======== Information shown

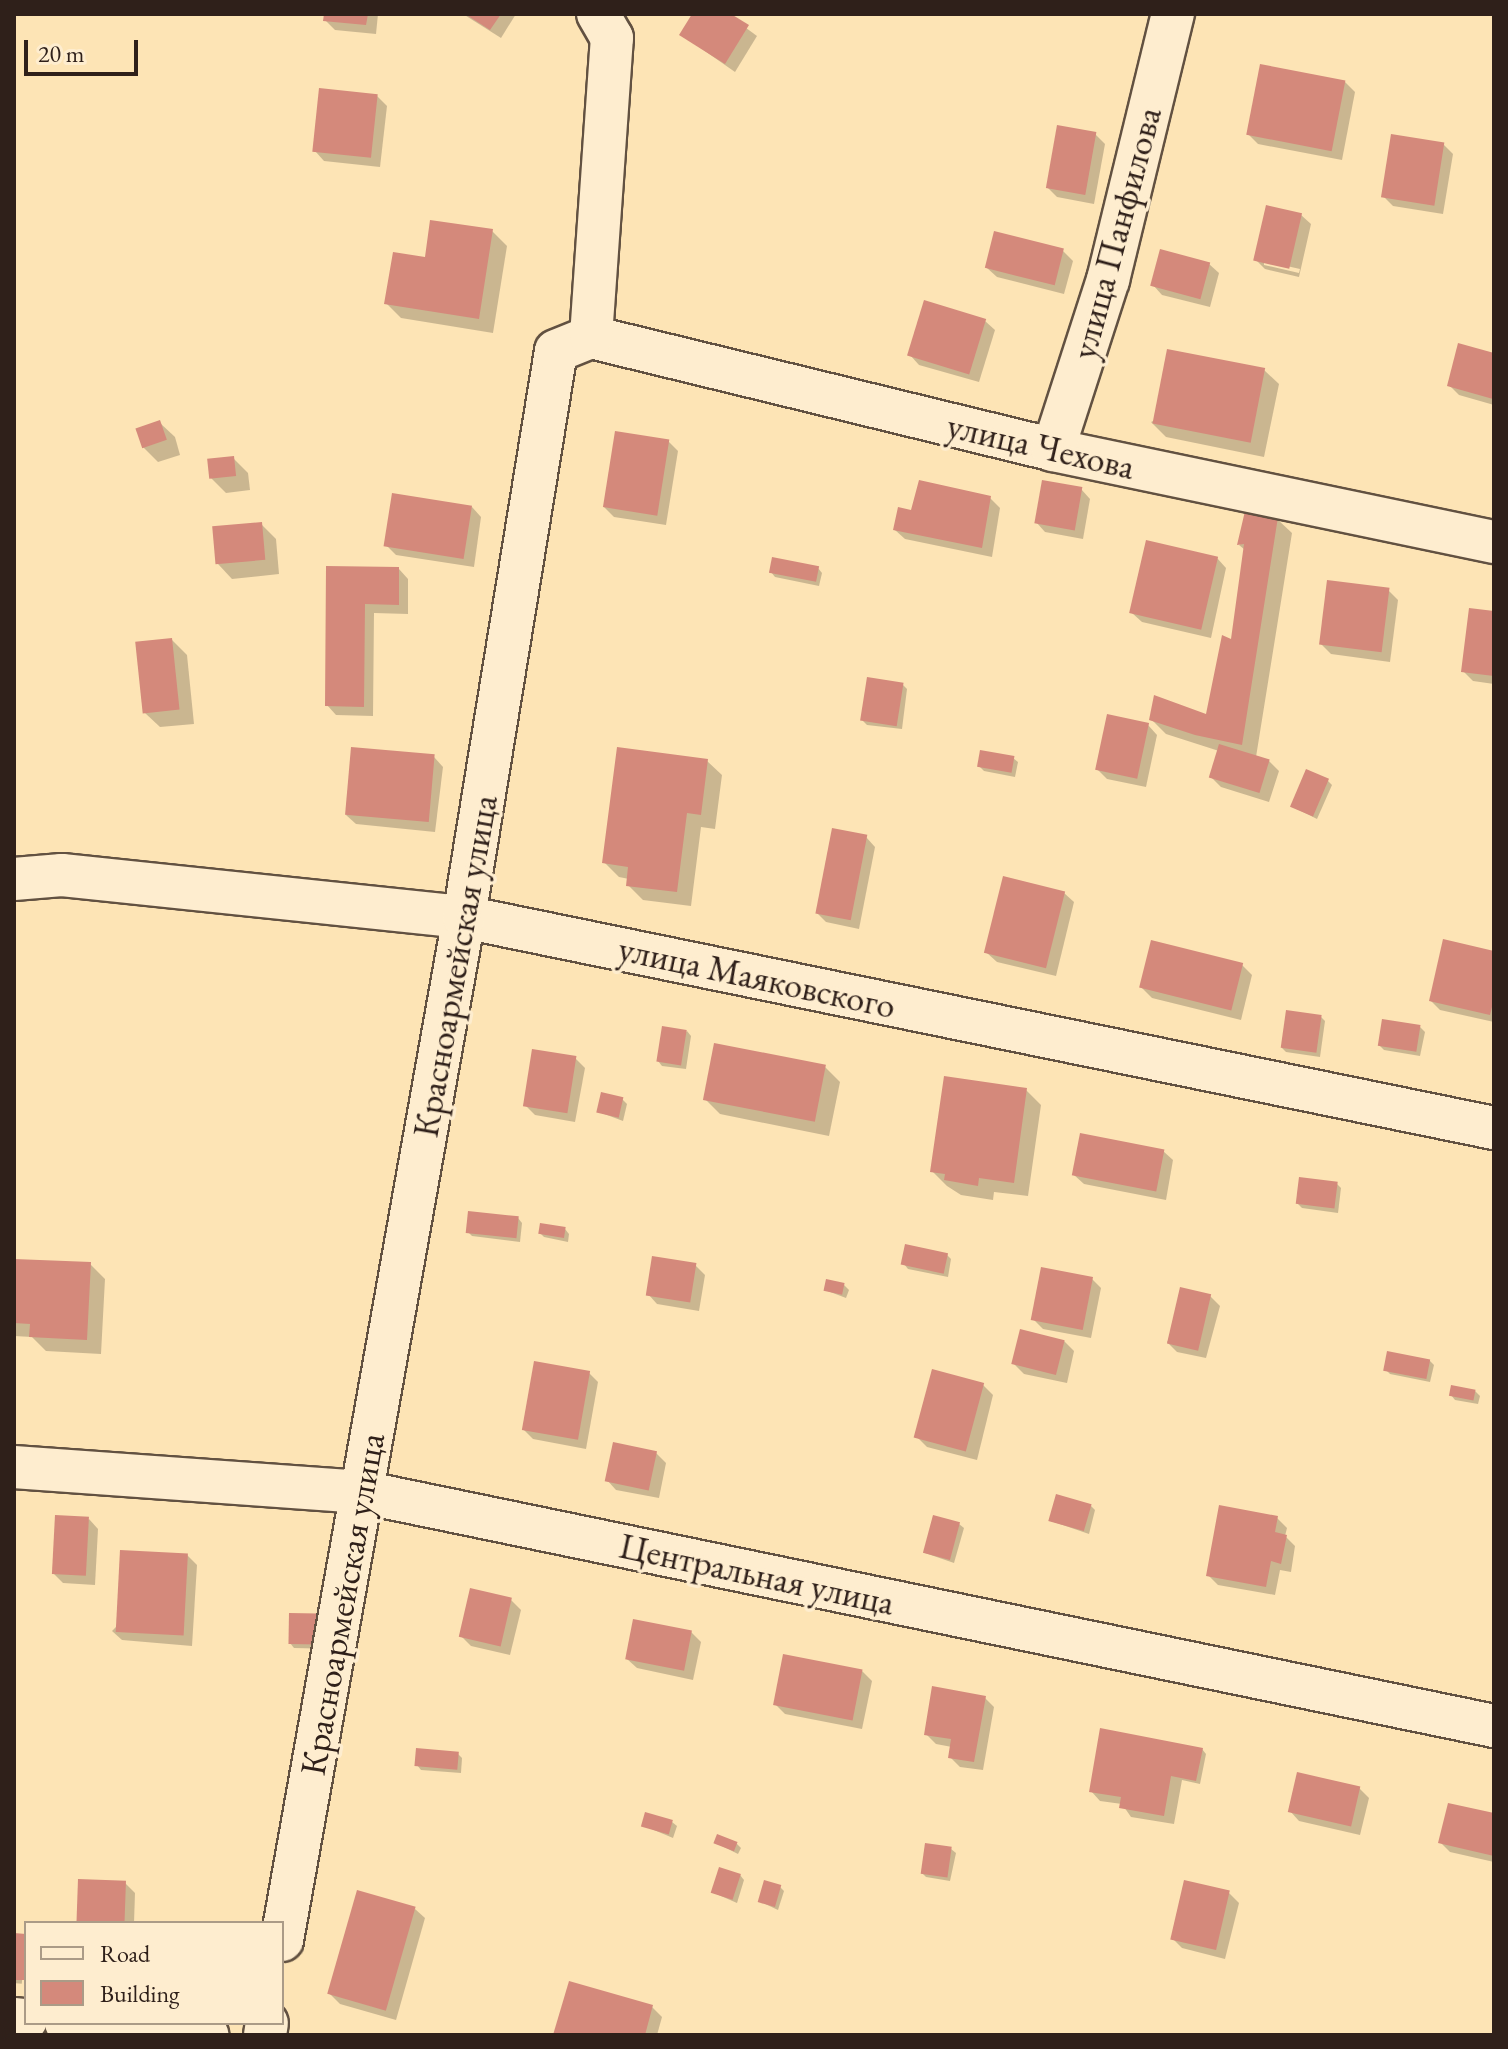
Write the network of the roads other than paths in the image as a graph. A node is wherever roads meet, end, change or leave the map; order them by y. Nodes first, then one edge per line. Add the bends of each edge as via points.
1 (598, 14) edge
2 (1173, 14) edge
3 (591, 337) junction
4 (1053, 450) junction
5 (1494, 542) edge
6 (14, 879) edge
7 (464, 917) junction
8 (1494, 1128) edge
9 (14, 1467) edge
10 (362, 1492) junction
11 (1494, 1726) edge
12 (284, 1929) edge
13 (90, 2025) edge
14 (207, 2035) edge

1 - 3 street via 612,38
2 - 4 street, улица Панфилова via 1108,280
3 - 4 street, улица Чехова
3 - 7 street, Красноармейская улица via 556,351
4 - 5 street, улица Чехова
6 - 7 street, улица Маяковского via 62,875
7 - 8 street, улица Маяковского
7 - 10 street, Красноармейская улица
9 - 10 street, Центральная улица
10 - 11 street, Центральная улица
10 - 12 street, Красноармейская улица
13 - 14 street

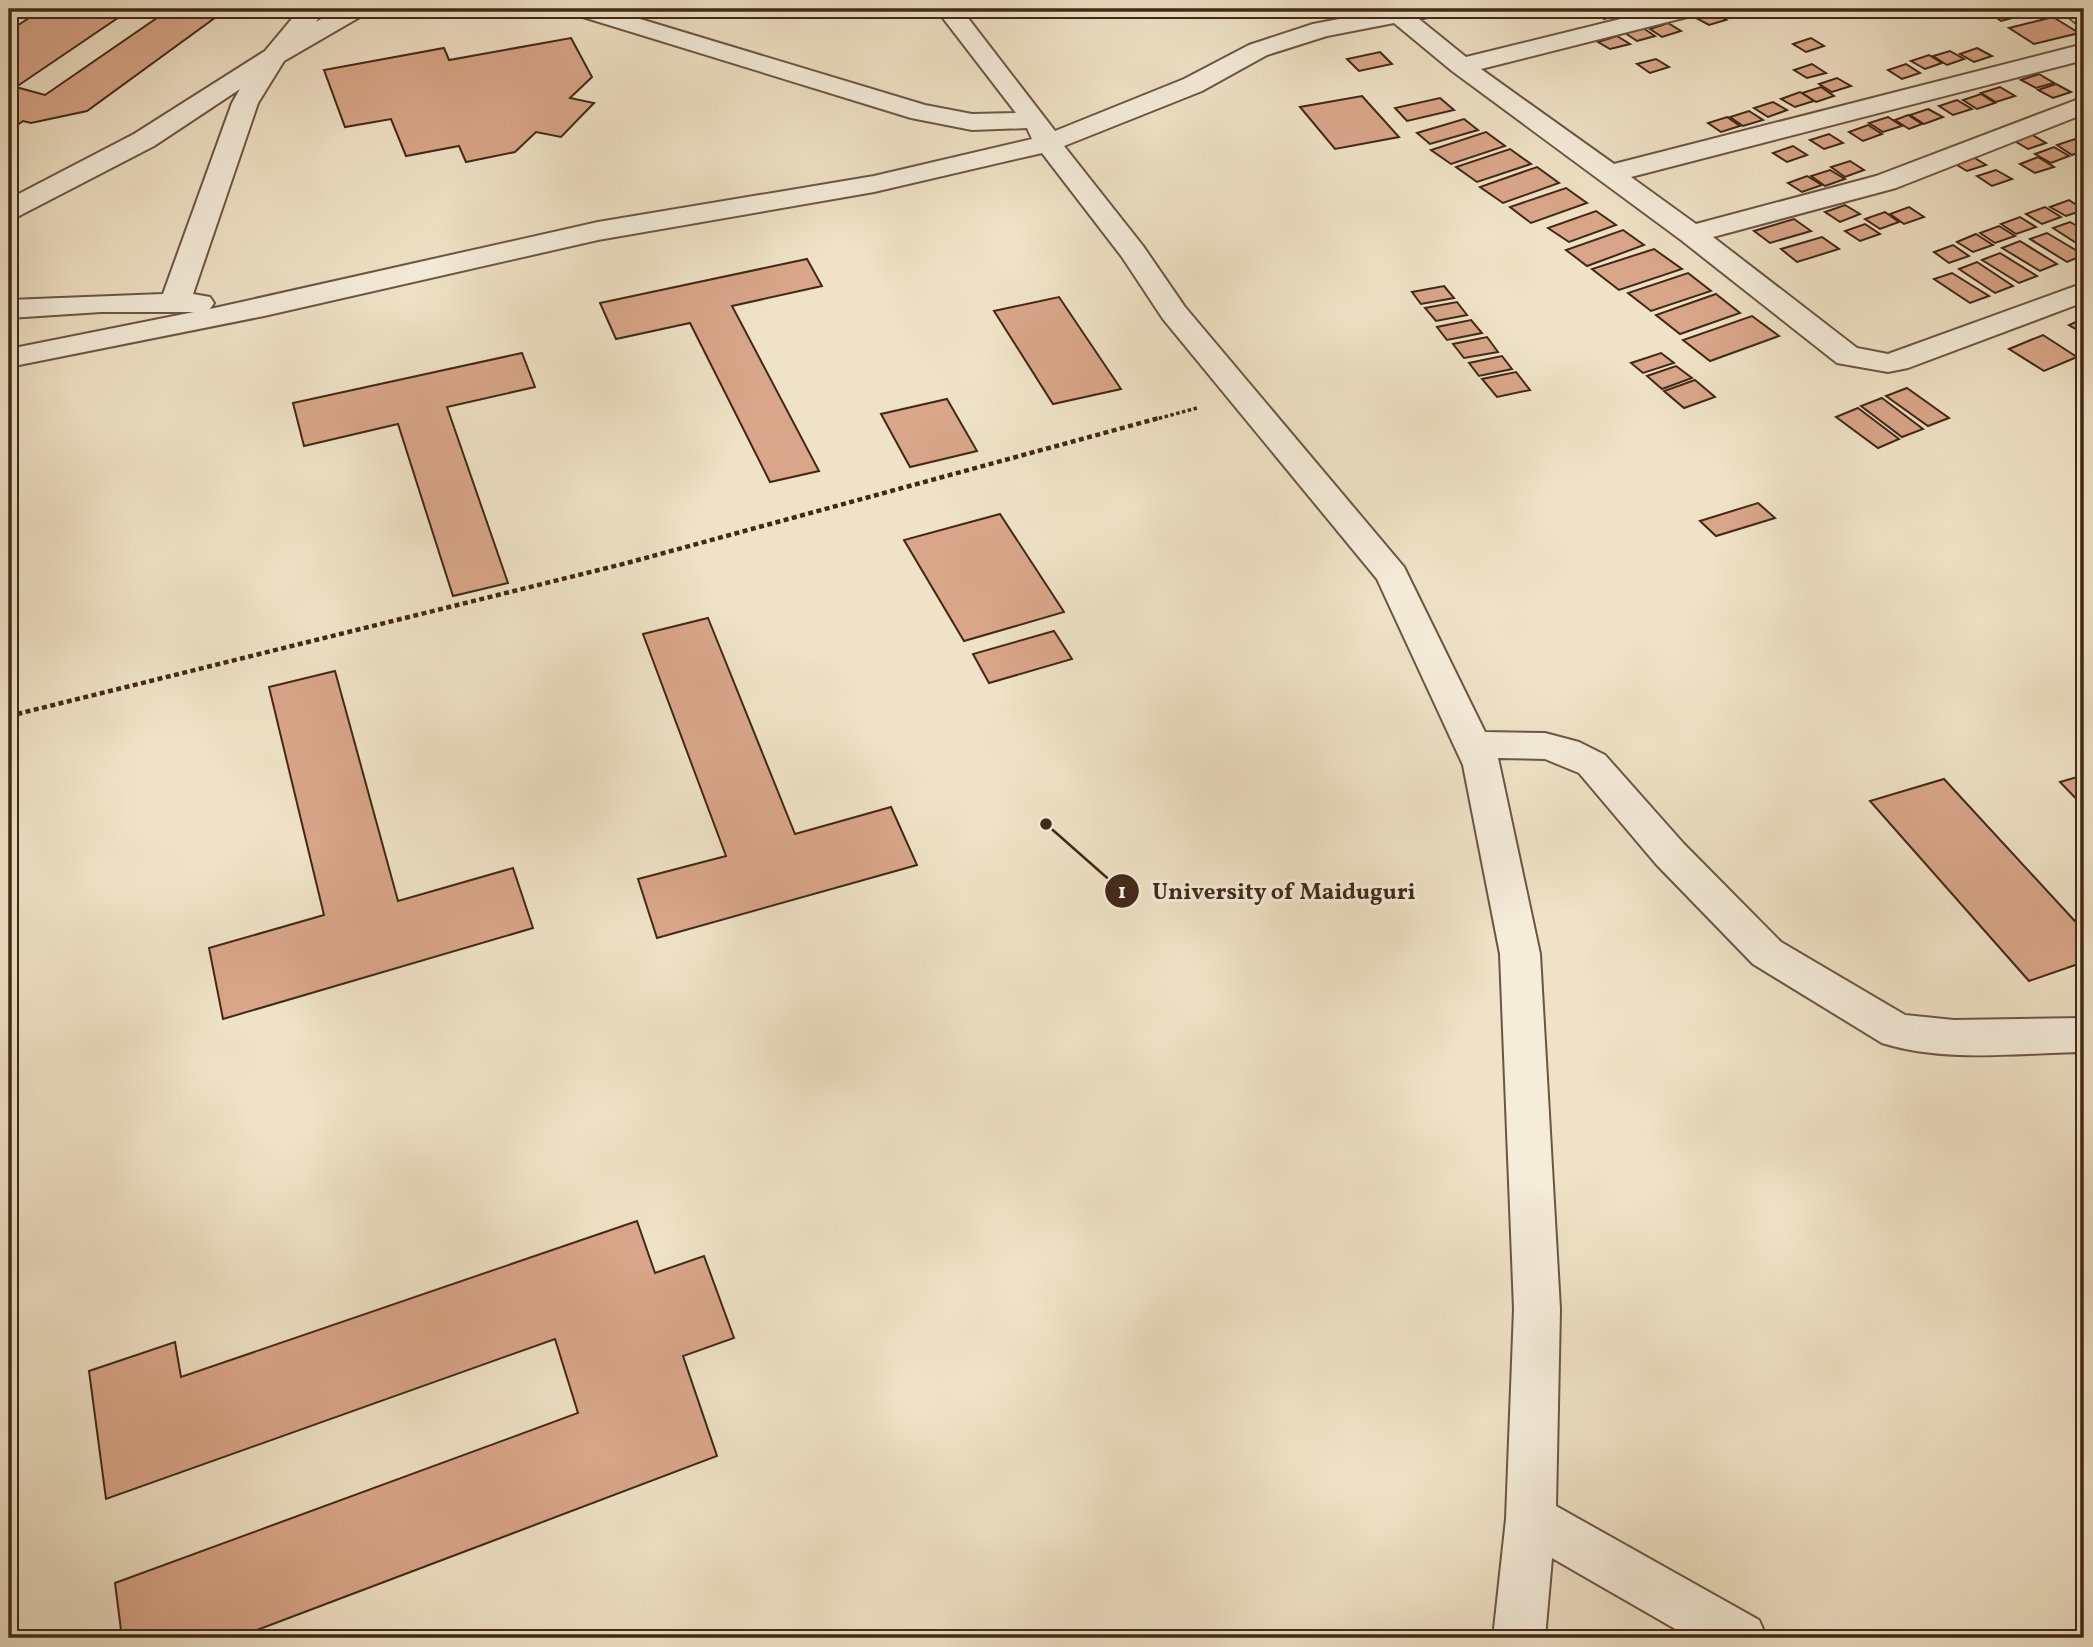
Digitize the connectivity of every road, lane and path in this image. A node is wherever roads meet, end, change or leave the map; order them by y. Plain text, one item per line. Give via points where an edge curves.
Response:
1 (313, 9) edge
2 (356, 9) edge
3 (582, 9) edge
4 (948, 9) edge
5 (1431, 9) edge
6 (1690, 9) edge
7 (2071, 9) edge
8 (1400, 16) junction
9 (2084, 17) edge
10 (2084, 52) edge
11 (274, 56) junction
12 (1461, 66) junction
13 (2084, 105) edge
14 (1042, 132) junction
15 (1609, 174) junction
16 (9, 211) edge
17 (1691, 234) junction
18 (2084, 292) edge
19 (175, 302) junction
20 (264, 307) junction
21 (9, 309) edge
22 (9, 358) edge
23 (1245, 396) junction
24 (9, 716) edge
25 (1473, 746) junction
26 (2084, 1035) edge
27 (1531, 1519) junction
28 (1518, 1638) edge
29 (1741, 1638) edge

1 - 11 street
2 - 11 street
3 - 14 street via 920,112
4 - 14 street
5 - 8 street
6 - 12 street
7 - 9 street
8 - 12 street
8 - 14 street via 1322,29 1258,50 1193,85
10 - 15 street
11 - 16 street via 144,140
11 - 19 street via 245,103
12 - 15 street
13 - 17 street via 1886,182
14 - 20 street via 874,184 598,232
14 - 23 street via 1174,313
15 - 17 street
17 - 18 street via 1848,356 1888,363
19 - 20 street
19 - 21 street
20 - 22 street
23 - 24 path via 627,563
23 - 25 street via 1392,575
25 - 26 street via 1545,746 1592,764 1670,854 1767,953 1897,1031 1954,1037
25 - 27 street via 1482,765 1520,954 1537,1309
27 - 28 street
27 - 29 street

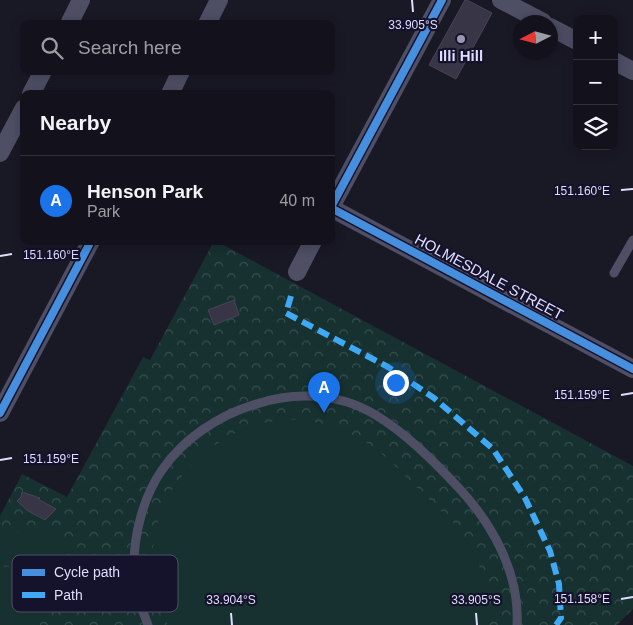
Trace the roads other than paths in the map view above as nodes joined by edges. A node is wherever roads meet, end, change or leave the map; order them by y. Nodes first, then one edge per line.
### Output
1 (81, 0) edge
2 (219, 0) edge
3 (442, 0) edge
4 (501, 0) edge
5 (530, 15) edge
6 (71, 20) edge
7 (209, 20) edge
8 (558, 30) edge
9 (573, 39) edge
10 (618, 63) edge
11 (633, 71) edge
12 (41, 75) edge
13 (180, 75) edge
14 (33, 90) edge
15 (172, 90) edge
16 (20, 116) edge
17 (0, 153) edge
18 (335, 201) edge
19 (335, 210) edge
20 (633, 240) edge
21 (89, 245) edge
22 (311, 245) edge
23 (297, 272) dead end
24 (614, 273) dead end
25 (633, 369) edge
26 (0, 413) edge
27 (134, 555) edge
28 (144, 612) edge
29 (148, 625) edge
30 (517, 625) edge

1 - 6 street
2 - 7 street
3 - 18 street
4 - 5 street
8 - 9 street
10 - 11 street
12 - 14 street
13 - 15 street
16 - 17 street
19 - 25 street, HOLMESDALE STREET
20 - 24 lane
21 - 26 street
22 - 23 street
27 - 30 lane
28 - 29 lane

================

## Directions for this task:
Give the data again exactly, without pictures.

## Response below:
Write the network of the roads other than paths in the image as a graph. A node is wherever roads meet, end, change or leave the map; order them by y. Nodes first, then one edge per line. Add the bends of each edge as via points.
1 (598, 14) edge
2 (1173, 14) edge
3 (591, 337) junction
4 (1053, 450) junction
5 (1494, 542) edge
6 (14, 879) edge
7 (464, 917) junction
8 (1494, 1128) edge
9 (14, 1467) edge
10 (362, 1492) junction
11 (1494, 1726) edge
12 (284, 1929) edge
13 (90, 2025) edge
14 (207, 2035) edge

1 - 3 street via 612,38
2 - 4 street, улица Панфилова via 1108,280
3 - 4 street, улица Чехова
3 - 7 street, Красноармейская улица via 556,351
4 - 5 street, улица Чехова
6 - 7 street, улица Маяковского via 62,875
7 - 8 street, улица Маяковского
7 - 10 street, Красноармейская улица
9 - 10 street, Центральная улица
10 - 11 street, Центральная улица
10 - 12 street, Красноармейская улица
13 - 14 street

Digitize the connectivity of every road, lane and path in this image. A node is wherever roads meet, end, change or leave the map; order them by y. Plain text, one item per line. Give via points where an edge curves.
Response:
1 (313, 9) edge
2 (356, 9) edge
3 (582, 9) edge
4 (948, 9) edge
5 (1431, 9) edge
6 (1690, 9) edge
7 (2071, 9) edge
8 (1400, 16) junction
9 (2084, 17) edge
10 (2084, 52) edge
11 (274, 56) junction
12 (1461, 66) junction
13 (2084, 105) edge
14 (1042, 132) junction
15 (1609, 174) junction
16 (9, 211) edge
17 (1691, 234) junction
18 (2084, 292) edge
19 (175, 302) junction
20 (264, 307) junction
21 (9, 309) edge
22 (9, 358) edge
23 (1245, 396) junction
24 (9, 716) edge
25 (1473, 746) junction
26 (2084, 1035) edge
27 (1531, 1519) junction
28 (1518, 1638) edge
29 (1741, 1638) edge

1 - 11 street
2 - 11 street
3 - 14 street via 920,112
4 - 14 street
5 - 8 street
6 - 12 street
7 - 9 street
8 - 12 street
8 - 14 street via 1322,29 1258,50 1193,85
10 - 15 street
11 - 16 street via 144,140
11 - 19 street via 245,103
12 - 15 street
13 - 17 street via 1886,182
14 - 20 street via 874,184 598,232
14 - 23 street via 1174,313
15 - 17 street
17 - 18 street via 1848,356 1888,363
19 - 20 street
19 - 21 street
20 - 22 street
23 - 24 path via 627,563
23 - 25 street via 1392,575
25 - 26 street via 1545,746 1592,764 1670,854 1767,953 1897,1031 1954,1037
25 - 27 street via 1482,765 1520,954 1537,1309
27 - 28 street
27 - 29 street

Trace the roads other than paths in the map view above as nodes joined by edges. A node is wherever roads meet, end, change or leave the map; order them by y. Nodes first, then one edge per line.
### Output
1 (81, 0) edge
2 (219, 0) edge
3 (442, 0) edge
4 (501, 0) edge
5 (530, 15) edge
6 (71, 20) edge
7 (209, 20) edge
8 (558, 30) edge
9 (573, 39) edge
10 (618, 63) edge
11 (633, 71) edge
12 (41, 75) edge
13 (180, 75) edge
14 (33, 90) edge
15 (172, 90) edge
16 (20, 116) edge
17 (0, 153) edge
18 (335, 201) edge
19 (335, 210) edge
20 (633, 240) edge
21 (89, 245) edge
22 (311, 245) edge
23 (297, 272) dead end
24 (614, 273) dead end
25 (633, 369) edge
26 (0, 413) edge
27 (134, 555) edge
28 (144, 612) edge
29 (148, 625) edge
30 (517, 625) edge

1 - 6 street
2 - 7 street
3 - 18 street
4 - 5 street
8 - 9 street
10 - 11 street
12 - 14 street
13 - 15 street
16 - 17 street
19 - 25 street, HOLMESDALE STREET
20 - 24 lane
21 - 26 street
22 - 23 street
27 - 30 lane
28 - 29 lane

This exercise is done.